University of California President Mark Yudof, California State University Chancellor Charles Reed, and California Community Colleges Chancellor Jack Scott said the state’s historic commitment to the transfer of students from two-year colleges to four-year institutions must be reinvigorated, both for individual student opportunity and for the economic future of the state.
Improved community college transfer, they said, will help reduce the costs of obtaining a four-year degree for greater numbers of students, will increase access to four-year institutions for underrepresented and educationally disadvantaged groups, and will recognize the fact that many students prefer to begin their college education at an institution close to home.
“Expanding the opportunity for a four-year education is a critical need for California,” Yudof told a meeting of the UC Board of Regents in San Francisco. “We at the university can’t just sit back and wait for them to come. We need to be actively involved, working in partnership with the other institutions of higher education, to help students pursue the transfer option and understand that it is achievable and affordable.”
Currently, approximately 14,000 students per year transfer from the California Community Colleges to UC campuses, and another 55,000 to CSU campuses. The community colleges enroll approximately 2.7 million students per year. Community colleges serve a variety of educational needs, and many students in the colleges are not on a four-year degree path – but those with interest in obtaining a baccalaureate degree should be given every opportunity to achieve it, the three segment leaders agreed.
“This is a great opportunity for all of public higher education to work together to serve the future of our state economy and help more Californians achieve their dreams,” said Scott. “The community colleges prepare nearly 100,000 students to transfer every year, and I am proud of the fact that our students do as well in their junior and senior years as the students who begin at a UC or CSU campus. Together we can make the path easier for these students.”

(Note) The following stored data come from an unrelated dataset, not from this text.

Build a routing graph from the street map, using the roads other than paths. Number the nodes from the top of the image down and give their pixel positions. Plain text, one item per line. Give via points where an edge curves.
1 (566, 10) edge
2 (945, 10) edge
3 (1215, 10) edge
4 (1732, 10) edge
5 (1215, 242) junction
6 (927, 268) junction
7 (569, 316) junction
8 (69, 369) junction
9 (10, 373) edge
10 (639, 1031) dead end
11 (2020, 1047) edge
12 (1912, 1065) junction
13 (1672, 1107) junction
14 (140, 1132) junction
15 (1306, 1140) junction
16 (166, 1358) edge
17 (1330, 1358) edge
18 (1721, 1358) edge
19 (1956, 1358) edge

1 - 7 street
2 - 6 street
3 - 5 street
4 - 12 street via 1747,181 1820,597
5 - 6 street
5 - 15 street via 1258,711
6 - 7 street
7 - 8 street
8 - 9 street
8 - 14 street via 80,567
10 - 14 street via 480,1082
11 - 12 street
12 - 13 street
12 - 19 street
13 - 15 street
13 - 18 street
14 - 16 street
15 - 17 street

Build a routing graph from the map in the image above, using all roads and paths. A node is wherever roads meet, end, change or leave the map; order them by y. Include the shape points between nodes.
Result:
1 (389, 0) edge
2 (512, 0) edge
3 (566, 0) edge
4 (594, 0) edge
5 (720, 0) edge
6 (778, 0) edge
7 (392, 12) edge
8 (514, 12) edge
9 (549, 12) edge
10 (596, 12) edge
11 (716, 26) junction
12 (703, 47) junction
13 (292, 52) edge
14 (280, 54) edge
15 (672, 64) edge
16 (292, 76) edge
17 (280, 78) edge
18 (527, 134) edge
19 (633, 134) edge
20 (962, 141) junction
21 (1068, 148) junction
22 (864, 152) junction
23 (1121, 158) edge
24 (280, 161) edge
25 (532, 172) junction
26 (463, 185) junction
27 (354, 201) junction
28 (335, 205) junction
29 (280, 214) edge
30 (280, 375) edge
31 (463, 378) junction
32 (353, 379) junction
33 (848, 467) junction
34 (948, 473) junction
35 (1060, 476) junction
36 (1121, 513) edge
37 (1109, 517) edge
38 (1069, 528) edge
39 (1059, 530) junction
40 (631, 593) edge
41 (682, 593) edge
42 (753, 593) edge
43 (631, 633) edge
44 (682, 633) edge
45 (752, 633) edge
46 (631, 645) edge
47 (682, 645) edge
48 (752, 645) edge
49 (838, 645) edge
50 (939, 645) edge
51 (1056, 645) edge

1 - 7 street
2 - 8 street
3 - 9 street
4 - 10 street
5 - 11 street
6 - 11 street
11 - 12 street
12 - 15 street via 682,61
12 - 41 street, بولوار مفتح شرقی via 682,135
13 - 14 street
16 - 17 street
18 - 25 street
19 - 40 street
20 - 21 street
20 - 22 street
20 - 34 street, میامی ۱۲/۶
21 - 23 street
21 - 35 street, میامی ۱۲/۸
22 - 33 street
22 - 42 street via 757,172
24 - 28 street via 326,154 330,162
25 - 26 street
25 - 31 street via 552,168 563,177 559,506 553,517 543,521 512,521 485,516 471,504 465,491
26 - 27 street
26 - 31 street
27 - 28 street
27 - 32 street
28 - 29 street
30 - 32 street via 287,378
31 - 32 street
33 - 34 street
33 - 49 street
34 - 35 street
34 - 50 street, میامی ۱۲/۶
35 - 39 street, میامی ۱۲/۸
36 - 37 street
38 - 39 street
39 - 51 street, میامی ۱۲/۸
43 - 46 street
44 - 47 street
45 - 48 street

A number of efforts have been undertaken in recent years to further expand transfer, including improved alignment of coursework in the higher education segments and the development of online tools to help transfer counselors provide the best available information to students. But the three segment heads said that more aggressive efforts will ensure that more students have the opportunity to transfer.
“Many of our students are the first in their family to go to college, and begin their higher education experience at a community college close to home,” said Reed. “Our goal for students is to ensure that when they arrive at the CSU, they have the tools, information and support they need to be successful in achieving a baccalaureate degree. A smooth transfer process is critical to that success, and a plan developed by the three segments holds great promise.”
Despite California’s strong record of providing broad access to public higher education generally, the state currently lags in its production of four-year degree recipients relative to population. California currently ranks 39th in the nation in the percentage of bachelor’s degrees awarded to high school graduates after six years.
The intersegmental task force will consist equally of representatives from each of the three segments. The membership will be announced in the coming weeks.
Each segment will have a high-level coordinator leading the effort. For UC, this will be Christopher Edley, dean of the UC Berkeley School of Law and special adviser to Yudof. For CSU, it will be Jeronima Echeverria, associate vice chancellor for academic affairs. For the California Community Colleges, it will be Morgan Lynn, executive vice chancellor for programs.
About the California State University
The California State University is the largest system of senior higher education in the country, with 23 campuses, approximately 450,000 students and 46,000 faculty and staff. Since the system was created in 1961, it has awarded nearly 2.5 million degrees, about 90,000 annually. Its mission is to provide high-quality, affordable education to meet the ever-changing needs of the people of California. With its commitment to excellence, diversity and innovation, the CSU is the university system that is working for California.